One of the inevitable traits of human society is that bad people are going to do bad things. Whether or not you can come to grips with this — whether your response to bad people doing bad things is proportional and reasoned, or hysterical and innumerate — tends to determine your approach to the relationship between government and individuals. If the inevitability of bad people doing bad things tends to freak you out and make you want to OMG DO SOMETHING RIGHT NOW, then you’re probably going to supporting increasing government control of individual behavior. If bad people doing bad things makes you ask questions like “are individuals better at protecting themselves from this? Could government conceivably prevent it without side effects that are worse? Is it practical or possible to prevent this rather than punishing it?”, then you are more likely to be a fan of limited government.
Bonnie Erbe, an opinion writer for U.S. News and World Report and cbsnews.com and a PBS host, is clearly not a fan of limited government. Bonnie Erbe wants to “round up promoters of hate.” She wants to do it for YOU.
This week, Bonnie Erbe is very upset about bad people doing bad things. Specifically, she is upset about three shootings — the Holocaust Museum shooting of brave security guard Stephen Tyrone Johns by racist nutcase James W. von Brunn, the shooting of abortion doctor George Tiller by anti-abortion extremist Scott Roeder, and the recruiting station shooting of Private William Long by Abdulhakim Muhammad.
Bonnie Erbe sees these murders as a call — and an opportunity — for enacting laws against hate speech in America:
She said something must be done about ridding the Internet and the public dialogue of hate speech. I agree.
We can’t wait for folks to actually do things, Erbe argues. We ought to “round up” such usual suspects based on their words:
It’s not enough to prosecute these murders as murders. They are hate-motivated crimes and each of these men had been under some sort of police surveillance prior to their actions. Isn’t it time we started rounding up promoters of hate before they kill?
But what is “hate speech”? What does it mean to “promote hate”? Who should be “rounded up”? Erbe will work out those details later. Perhaps she has in mind some government ministry, like Canada’s miserable experiment with the bureaucratization of speech regulation. Perhaps she simply means, as she suggests, to amend federal and state criminal law to allow people to be “rounded up” for “promoting hate.”
Could Erbe have an extremely narrow, First-Amendment-friendly definition of this that reaches only incitements to imminent lawless behavior? Maybe. But probably not. In the middle of her call for sweeping and ill-defined censorship, Erbe calls out Rev. Jeremiah Wright for his recent bigoted comment that it is Jews — rather than President Obama’s new-found prudence — prevent him from meeting with the President. Perhaps she means this as a non-sequitur, and doesn’t mean to imply that a racist and moronic suggestion by a marginal jackass should result in said jackass being “rounded up.” But again, probably not.

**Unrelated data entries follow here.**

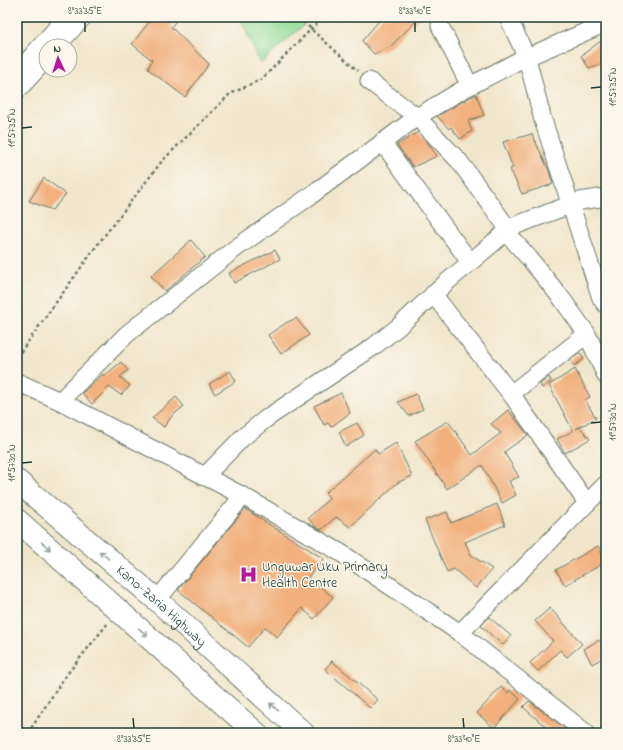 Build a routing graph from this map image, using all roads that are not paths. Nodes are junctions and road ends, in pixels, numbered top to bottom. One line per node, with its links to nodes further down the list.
1 (66, 17): 9 (street)
2 (83, 17): 6 (street)
3 (508, 17): 7 (street)
4 (606, 23): 7 (street)
5 (440, 26): 11 (street)
6 (64, 38)
7 (527, 58): 11 (street); 16 (street)
8 (38, 67): 12 (street)
9 (17, 73)
10 (369, 81): 13 (street)
11 (470, 86): 13 (street)
12 (17, 91)
13 (417, 117): 14 (street); 17 (street)
14 (382, 142): 18 (street); 25 (street)
15 (606, 196): 16 (street)
16 (570, 205): 17 (street); 20 (street)
17 (507, 231): 18 (street); 21 (street)
18 (470, 262): 19 (street)
19 (433, 294): 24 (street); 26 (street)
20 (606, 305)
21 (587, 334): 22 (street); 24 (street)
22 (606, 376)
23 (17, 382): 25 (street)
24 (510, 394): 30 (street)
25 (60, 401): 26 (street)
26 (204, 476): 29 (street)
27 (17, 481): 32 (highway, Kano-Zaria Highway, one-way to 27)
28 (606, 484): 30 (street)
29 (242, 496): 32 (street); 33 (street)
30 (587, 503): 33 (street)
31 (17, 520): 34 (highway, one-way to 34)
32 (157, 600): 35 (highway, Kano-Zaria Highway, one-way to 32)
33 (460, 633): 36 (street)
34 (256, 733)
35 (303, 733)
36 (586, 733)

Here’s the thing — no society short of an authoritarian nightmare can prevent the von Brunns and Roeders and Muhammads of the world from killing others if they want to. There are always going to be evil, hateful, crazy people, and unless we’re all under 24/7 lockdown and surveillance, they’re always going to be able to commit such atrocities if they don’t care about dying or getting caught in the process. Heaping restriction upon restriction onto the 99.99% of us who aren’t evil racist nutbags will never make us completely safe. The authoritarian urge is therefore not only objectionable to people who want to live free of government control; it’s also ultimately fruitless. It’s also self-defeating, as it tends to generate more people willing to use violence.
Similarly, no one is ever going to be able to eradicate hate, racism, and evil from American society, let alone from the internet, a system that by its nature evades censorship. Trying to prevent politically motivated attacks like this by censoring “hate speech” is like trying to prevent bank robberies by censoring advertisements that promote greed. Moreover, no one has ever explained to me how we can draw a principled and First-Amendment-complaint line between “hate speech” and permissible speech. With very excitable and Very Concerned People like Bonnie Erbe at the helm of the effort, I have no confidence that anyone ever will.
The three murders Erbe highlights are awful. Their perpetrators should be condemned. But what ought to scare rational and numerate Americans more — that they will be one of the three in three hundred million killed in such an attack, or that they will be one of the three hundred million who might be “rounded up” if their speech is deemed inappropriate under the society envisioned by the Bonnie Erbes of this world?